**Exercise**
What you should output is the data below, unchanged in every character.

--- START ---

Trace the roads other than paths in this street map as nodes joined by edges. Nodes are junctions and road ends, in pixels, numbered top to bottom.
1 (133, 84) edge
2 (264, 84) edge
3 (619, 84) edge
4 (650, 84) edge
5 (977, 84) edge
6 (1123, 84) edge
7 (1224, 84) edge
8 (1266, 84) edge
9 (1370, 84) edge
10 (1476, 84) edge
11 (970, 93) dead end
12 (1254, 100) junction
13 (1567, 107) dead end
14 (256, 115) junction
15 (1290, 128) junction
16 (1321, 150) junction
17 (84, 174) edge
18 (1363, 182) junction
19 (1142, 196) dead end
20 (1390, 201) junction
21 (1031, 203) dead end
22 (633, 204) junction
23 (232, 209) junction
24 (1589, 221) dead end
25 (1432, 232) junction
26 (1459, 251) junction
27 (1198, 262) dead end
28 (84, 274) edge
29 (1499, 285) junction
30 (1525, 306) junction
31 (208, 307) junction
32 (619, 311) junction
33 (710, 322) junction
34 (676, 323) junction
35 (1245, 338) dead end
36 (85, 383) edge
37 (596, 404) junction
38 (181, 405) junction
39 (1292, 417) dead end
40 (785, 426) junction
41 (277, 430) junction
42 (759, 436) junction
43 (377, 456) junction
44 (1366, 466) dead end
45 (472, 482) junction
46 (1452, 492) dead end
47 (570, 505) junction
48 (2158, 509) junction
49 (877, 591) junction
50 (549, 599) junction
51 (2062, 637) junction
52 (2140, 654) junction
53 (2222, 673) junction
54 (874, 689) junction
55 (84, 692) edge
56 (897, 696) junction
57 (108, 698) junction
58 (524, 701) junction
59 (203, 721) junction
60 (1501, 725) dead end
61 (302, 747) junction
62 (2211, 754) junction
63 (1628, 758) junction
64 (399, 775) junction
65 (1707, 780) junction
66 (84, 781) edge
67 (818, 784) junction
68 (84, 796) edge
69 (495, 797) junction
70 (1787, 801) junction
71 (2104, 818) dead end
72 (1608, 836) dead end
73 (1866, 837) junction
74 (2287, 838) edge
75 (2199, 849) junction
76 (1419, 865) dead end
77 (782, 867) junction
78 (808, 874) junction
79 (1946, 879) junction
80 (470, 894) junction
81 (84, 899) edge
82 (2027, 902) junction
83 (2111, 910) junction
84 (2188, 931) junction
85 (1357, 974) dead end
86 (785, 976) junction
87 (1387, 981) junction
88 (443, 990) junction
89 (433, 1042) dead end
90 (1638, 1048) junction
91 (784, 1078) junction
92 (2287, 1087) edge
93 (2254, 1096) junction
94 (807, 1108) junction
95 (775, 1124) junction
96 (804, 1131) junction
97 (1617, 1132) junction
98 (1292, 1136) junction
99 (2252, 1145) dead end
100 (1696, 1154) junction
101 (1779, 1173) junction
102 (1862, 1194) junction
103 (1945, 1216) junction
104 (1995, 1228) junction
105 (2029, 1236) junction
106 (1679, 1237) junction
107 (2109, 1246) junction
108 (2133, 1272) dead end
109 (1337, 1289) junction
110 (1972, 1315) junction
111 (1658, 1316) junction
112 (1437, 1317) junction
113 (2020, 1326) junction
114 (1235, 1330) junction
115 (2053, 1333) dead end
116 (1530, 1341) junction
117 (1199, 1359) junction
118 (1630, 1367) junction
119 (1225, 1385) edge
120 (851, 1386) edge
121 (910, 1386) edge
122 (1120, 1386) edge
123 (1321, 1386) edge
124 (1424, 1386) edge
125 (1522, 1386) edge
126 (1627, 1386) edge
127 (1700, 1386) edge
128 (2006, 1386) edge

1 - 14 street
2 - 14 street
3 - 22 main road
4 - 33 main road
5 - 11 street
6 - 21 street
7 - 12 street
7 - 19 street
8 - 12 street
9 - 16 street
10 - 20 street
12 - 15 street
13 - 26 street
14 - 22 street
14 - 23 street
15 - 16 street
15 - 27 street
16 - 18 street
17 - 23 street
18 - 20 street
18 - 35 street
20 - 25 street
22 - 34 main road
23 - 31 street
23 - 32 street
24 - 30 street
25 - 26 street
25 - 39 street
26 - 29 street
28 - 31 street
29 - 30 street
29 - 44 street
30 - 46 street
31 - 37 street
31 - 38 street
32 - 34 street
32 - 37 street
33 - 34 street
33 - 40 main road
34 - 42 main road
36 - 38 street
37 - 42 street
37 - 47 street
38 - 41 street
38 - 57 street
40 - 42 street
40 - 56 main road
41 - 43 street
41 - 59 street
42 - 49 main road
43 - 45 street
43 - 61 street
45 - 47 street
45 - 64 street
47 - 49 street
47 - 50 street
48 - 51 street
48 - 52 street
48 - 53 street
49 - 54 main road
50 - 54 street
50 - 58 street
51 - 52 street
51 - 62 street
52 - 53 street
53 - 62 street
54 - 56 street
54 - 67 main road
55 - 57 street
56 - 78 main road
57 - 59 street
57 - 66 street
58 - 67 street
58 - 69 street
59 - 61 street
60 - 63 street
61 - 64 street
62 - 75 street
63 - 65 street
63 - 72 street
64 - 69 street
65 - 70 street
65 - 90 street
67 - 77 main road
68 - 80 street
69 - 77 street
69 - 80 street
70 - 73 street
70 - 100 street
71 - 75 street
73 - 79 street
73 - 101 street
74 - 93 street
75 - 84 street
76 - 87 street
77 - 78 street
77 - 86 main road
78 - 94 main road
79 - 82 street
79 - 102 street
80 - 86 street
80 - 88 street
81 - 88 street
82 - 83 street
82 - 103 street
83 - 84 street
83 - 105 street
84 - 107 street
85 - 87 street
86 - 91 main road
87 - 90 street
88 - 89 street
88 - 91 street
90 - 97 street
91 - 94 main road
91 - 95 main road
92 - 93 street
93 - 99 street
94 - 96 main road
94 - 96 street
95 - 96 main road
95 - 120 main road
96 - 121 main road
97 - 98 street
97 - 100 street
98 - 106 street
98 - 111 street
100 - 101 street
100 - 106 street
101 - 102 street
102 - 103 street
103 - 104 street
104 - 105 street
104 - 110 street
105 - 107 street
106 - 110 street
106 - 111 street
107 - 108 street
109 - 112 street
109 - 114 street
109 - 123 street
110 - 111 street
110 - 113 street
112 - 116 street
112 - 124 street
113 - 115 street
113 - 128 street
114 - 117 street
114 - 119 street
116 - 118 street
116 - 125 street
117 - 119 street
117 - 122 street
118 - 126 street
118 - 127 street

--- END ---

**Answer below**
Trace the roads other than paths in this street map as nodes joined by edges. Nodes are junctions and road ends, in pixels, numbered top to bottom.
1 (133, 84) edge
2 (264, 84) edge
3 (619, 84) edge
4 (650, 84) edge
5 (977, 84) edge
6 (1123, 84) edge
7 (1224, 84) edge
8 (1266, 84) edge
9 (1370, 84) edge
10 (1476, 84) edge
11 (970, 93) dead end
12 (1254, 100) junction
13 (1567, 107) dead end
14 (256, 115) junction
15 (1290, 128) junction
16 (1321, 150) junction
17 (84, 174) edge
18 (1363, 182) junction
19 (1142, 196) dead end
20 (1390, 201) junction
21 (1031, 203) dead end
22 (633, 204) junction
23 (232, 209) junction
24 (1589, 221) dead end
25 (1432, 232) junction
26 (1459, 251) junction
27 (1198, 262) dead end
28 (84, 274) edge
29 (1499, 285) junction
30 (1525, 306) junction
31 (208, 307) junction
32 (619, 311) junction
33 (710, 322) junction
34 (676, 323) junction
35 (1245, 338) dead end
36 (85, 383) edge
37 (596, 404) junction
38 (181, 405) junction
39 (1292, 417) dead end
40 (785, 426) junction
41 (277, 430) junction
42 (759, 436) junction
43 (377, 456) junction
44 (1366, 466) dead end
45 (472, 482) junction
46 (1452, 492) dead end
47 (570, 505) junction
48 (2158, 509) junction
49 (877, 591) junction
50 (549, 599) junction
51 (2062, 637) junction
52 (2140, 654) junction
53 (2222, 673) junction
54 (874, 689) junction
55 (84, 692) edge
56 (897, 696) junction
57 (108, 698) junction
58 (524, 701) junction
59 (203, 721) junction
60 (1501, 725) dead end
61 (302, 747) junction
62 (2211, 754) junction
63 (1628, 758) junction
64 (399, 775) junction
65 (1707, 780) junction
66 (84, 781) edge
67 (818, 784) junction
68 (84, 796) edge
69 (495, 797) junction
70 (1787, 801) junction
71 (2104, 818) dead end
72 (1608, 836) dead end
73 (1866, 837) junction
74 (2287, 838) edge
75 (2199, 849) junction
76 (1419, 865) dead end
77 (782, 867) junction
78 (808, 874) junction
79 (1946, 879) junction
80 (470, 894) junction
81 (84, 899) edge
82 (2027, 902) junction
83 (2111, 910) junction
84 (2188, 931) junction
85 (1357, 974) dead end
86 (785, 976) junction
87 (1387, 981) junction
88 (443, 990) junction
89 (433, 1042) dead end
90 (1638, 1048) junction
91 (784, 1078) junction
92 (2287, 1087) edge
93 (2254, 1096) junction
94 (807, 1108) junction
95 (775, 1124) junction
96 (804, 1131) junction
97 (1617, 1132) junction
98 (1292, 1136) junction
99 (2252, 1145) dead end
100 (1696, 1154) junction
101 (1779, 1173) junction
102 (1862, 1194) junction
103 (1945, 1216) junction
104 (1995, 1228) junction
105 (2029, 1236) junction
106 (1679, 1237) junction
107 (2109, 1246) junction
108 (2133, 1272) dead end
109 (1337, 1289) junction
110 (1972, 1315) junction
111 (1658, 1316) junction
112 (1437, 1317) junction
113 (2020, 1326) junction
114 (1235, 1330) junction
115 (2053, 1333) dead end
116 (1530, 1341) junction
117 (1199, 1359) junction
118 (1630, 1367) junction
119 (1225, 1385) edge
120 (851, 1386) edge
121 (910, 1386) edge
122 (1120, 1386) edge
123 (1321, 1386) edge
124 (1424, 1386) edge
125 (1522, 1386) edge
126 (1627, 1386) edge
127 (1700, 1386) edge
128 (2006, 1386) edge

1 - 14 street
2 - 14 street
3 - 22 main road
4 - 33 main road
5 - 11 street
6 - 21 street
7 - 12 street
7 - 19 street
8 - 12 street
9 - 16 street
10 - 20 street
12 - 15 street
13 - 26 street
14 - 22 street
14 - 23 street
15 - 16 street
15 - 27 street
16 - 18 street
17 - 23 street
18 - 20 street
18 - 35 street
20 - 25 street
22 - 34 main road
23 - 31 street
23 - 32 street
24 - 30 street
25 - 26 street
25 - 39 street
26 - 29 street
28 - 31 street
29 - 30 street
29 - 44 street
30 - 46 street
31 - 37 street
31 - 38 street
32 - 34 street
32 - 37 street
33 - 34 street
33 - 40 main road
34 - 42 main road
36 - 38 street
37 - 42 street
37 - 47 street
38 - 41 street
38 - 57 street
40 - 42 street
40 - 56 main road
41 - 43 street
41 - 59 street
42 - 49 main road
43 - 45 street
43 - 61 street
45 - 47 street
45 - 64 street
47 - 49 street
47 - 50 street
48 - 51 street
48 - 52 street
48 - 53 street
49 - 54 main road
50 - 54 street
50 - 58 street
51 - 52 street
51 - 62 street
52 - 53 street
53 - 62 street
54 - 56 street
54 - 67 main road
55 - 57 street
56 - 78 main road
57 - 59 street
57 - 66 street
58 - 67 street
58 - 69 street
59 - 61 street
60 - 63 street
61 - 64 street
62 - 75 street
63 - 65 street
63 - 72 street
64 - 69 street
65 - 70 street
65 - 90 street
67 - 77 main road
68 - 80 street
69 - 77 street
69 - 80 street
70 - 73 street
70 - 100 street
71 - 75 street
73 - 79 street
73 - 101 street
74 - 93 street
75 - 84 street
76 - 87 street
77 - 78 street
77 - 86 main road
78 - 94 main road
79 - 82 street
79 - 102 street
80 - 86 street
80 - 88 street
81 - 88 street
82 - 83 street
82 - 103 street
83 - 84 street
83 - 105 street
84 - 107 street
85 - 87 street
86 - 91 main road
87 - 90 street
88 - 89 street
88 - 91 street
90 - 97 street
91 - 94 main road
91 - 95 main road
92 - 93 street
93 - 99 street
94 - 96 main road
94 - 96 street
95 - 96 main road
95 - 120 main road
96 - 121 main road
97 - 98 street
97 - 100 street
98 - 106 street
98 - 111 street
100 - 101 street
100 - 106 street
101 - 102 street
102 - 103 street
103 - 104 street
104 - 105 street
104 - 110 street
105 - 107 street
106 - 110 street
106 - 111 street
107 - 108 street
109 - 112 street
109 - 114 street
109 - 123 street
110 - 111 street
110 - 113 street
112 - 116 street
112 - 124 street
113 - 115 street
113 - 128 street
114 - 117 street
114 - 119 street
116 - 118 street
116 - 125 street
117 - 119 street
117 - 122 street
118 - 126 street
118 - 127 street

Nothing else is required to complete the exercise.